Despite the vast number of classes, there are three classes that every TensorFlow developer should be familiar with: Tensor, Graph, and Session. The chapters in the first part of this book discuss these classes in detail and present many examples of their usage.

The chapters in Part 2 explain how you can use TensorFlow in practical machine learning tasks. I start with statistical methods, including linear regression, polynomial regression, and logistic regression. Then I delve into the fascinating topic of neural networks. I explore the operation of basic neural networks, and then I present convolutional neural networks (CNNs) and recurrent neural networks (RNNs).

The chapters in Part 3 present high-level TensorFlow classes that you can use to simplify and accelerate your applications. Of the many topics discussed, the most important is the Estimator API, which allows you to implement powerful machine learning algorithms with minimal code. I explain how to code estimators and execute them at high speed using the Google Cloud Platform (GCP).

Foolish Assumptions

In essence, this book covers two topics: the theory of machine learning and the implementation of the theory using TensorFlow.

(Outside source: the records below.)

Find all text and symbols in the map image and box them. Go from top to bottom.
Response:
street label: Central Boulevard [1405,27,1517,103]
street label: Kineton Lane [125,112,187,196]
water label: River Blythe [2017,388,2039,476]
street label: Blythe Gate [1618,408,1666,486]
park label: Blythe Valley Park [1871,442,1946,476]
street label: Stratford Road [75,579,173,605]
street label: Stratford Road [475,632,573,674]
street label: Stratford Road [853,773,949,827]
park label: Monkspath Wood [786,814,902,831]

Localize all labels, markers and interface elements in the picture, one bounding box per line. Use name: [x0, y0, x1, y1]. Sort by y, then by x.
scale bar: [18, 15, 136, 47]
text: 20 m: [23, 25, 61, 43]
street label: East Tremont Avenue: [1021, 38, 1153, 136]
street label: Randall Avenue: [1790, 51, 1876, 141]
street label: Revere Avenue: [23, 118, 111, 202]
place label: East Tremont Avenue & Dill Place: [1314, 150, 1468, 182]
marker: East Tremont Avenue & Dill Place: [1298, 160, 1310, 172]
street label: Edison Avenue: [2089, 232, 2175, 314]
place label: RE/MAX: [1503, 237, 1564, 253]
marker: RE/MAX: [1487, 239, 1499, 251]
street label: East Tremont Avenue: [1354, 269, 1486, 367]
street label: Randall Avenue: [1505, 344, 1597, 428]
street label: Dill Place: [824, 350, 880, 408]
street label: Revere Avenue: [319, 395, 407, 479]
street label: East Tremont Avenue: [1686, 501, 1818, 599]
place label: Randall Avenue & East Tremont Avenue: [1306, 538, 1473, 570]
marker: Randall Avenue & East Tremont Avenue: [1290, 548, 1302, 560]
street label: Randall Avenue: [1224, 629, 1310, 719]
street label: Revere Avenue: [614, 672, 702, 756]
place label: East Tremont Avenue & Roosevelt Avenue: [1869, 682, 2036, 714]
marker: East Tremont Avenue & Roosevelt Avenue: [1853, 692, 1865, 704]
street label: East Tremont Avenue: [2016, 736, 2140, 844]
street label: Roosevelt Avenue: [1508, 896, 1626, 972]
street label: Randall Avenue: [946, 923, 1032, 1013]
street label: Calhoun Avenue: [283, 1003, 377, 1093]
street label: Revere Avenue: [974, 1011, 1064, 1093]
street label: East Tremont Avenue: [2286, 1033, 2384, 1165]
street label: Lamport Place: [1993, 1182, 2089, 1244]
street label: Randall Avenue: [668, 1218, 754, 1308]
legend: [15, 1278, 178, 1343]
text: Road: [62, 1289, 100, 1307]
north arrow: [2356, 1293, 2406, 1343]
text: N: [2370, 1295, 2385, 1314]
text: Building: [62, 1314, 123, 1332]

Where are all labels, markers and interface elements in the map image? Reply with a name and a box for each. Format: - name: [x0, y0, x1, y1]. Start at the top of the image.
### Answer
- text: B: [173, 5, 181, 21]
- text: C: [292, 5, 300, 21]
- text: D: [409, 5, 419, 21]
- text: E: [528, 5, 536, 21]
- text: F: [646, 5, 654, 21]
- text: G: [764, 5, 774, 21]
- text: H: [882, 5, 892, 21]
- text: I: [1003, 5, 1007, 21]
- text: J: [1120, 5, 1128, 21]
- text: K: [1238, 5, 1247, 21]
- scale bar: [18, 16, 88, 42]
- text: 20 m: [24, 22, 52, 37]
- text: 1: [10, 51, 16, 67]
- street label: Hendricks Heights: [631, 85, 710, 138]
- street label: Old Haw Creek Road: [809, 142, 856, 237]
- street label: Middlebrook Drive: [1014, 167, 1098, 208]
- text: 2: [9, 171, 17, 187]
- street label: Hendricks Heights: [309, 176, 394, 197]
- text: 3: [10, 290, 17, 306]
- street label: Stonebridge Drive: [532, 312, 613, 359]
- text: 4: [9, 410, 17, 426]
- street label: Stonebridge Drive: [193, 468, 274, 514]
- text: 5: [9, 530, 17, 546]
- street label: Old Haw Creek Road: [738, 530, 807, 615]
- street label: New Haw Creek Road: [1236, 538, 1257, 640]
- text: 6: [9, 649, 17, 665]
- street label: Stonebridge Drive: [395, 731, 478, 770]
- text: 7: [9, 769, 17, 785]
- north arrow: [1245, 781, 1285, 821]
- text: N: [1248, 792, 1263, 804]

With regard to theory, I make few assumptions. I expect you to know the basics of linear algebra, but I don't expect you to know anything about machine learning. I also don’t expect you to know about statistical regression or neural networks, so I provide a thorough introduction to these and other concepts.

With regard to TensorFlow development, I made assumptions related to your programming background. TensorFlow supports a handful of programming languages, but the central language is Python. For this reason, this book is Python-centric, and I provide all of the example code in Python modules. I explain how to install TensorFlow and access its modules and classes, but I don’t explain what modules and classes are.

Icons Used in this Book

To help you navigate through the text, I inserted icons in the book’s margin. Here’s what they mean:

This icon indicates that the text contains suggestions for developing machine learning applications.

This icon precedes content that delves into the technical theory of machine learning. Many readers may find this theory helpful, but you don’t need to know all the gritty details.

As much as I love TensorFlow, I admit that it isn’t simple to use or understand. There are many critical points to be familiar with, and in many cases, I use this icon to emphasize concepts that are particularly important.

Beyond the Book

This book covers a great deal of the TensorFlow API, but there’s still a lot more to learn. The first place to look is the official documentation, which you can find at www.tensorflow.org. If you’re interested in TensorFlow’s functions and data structures, the best place to look is www.tensorflow.org/api_docs.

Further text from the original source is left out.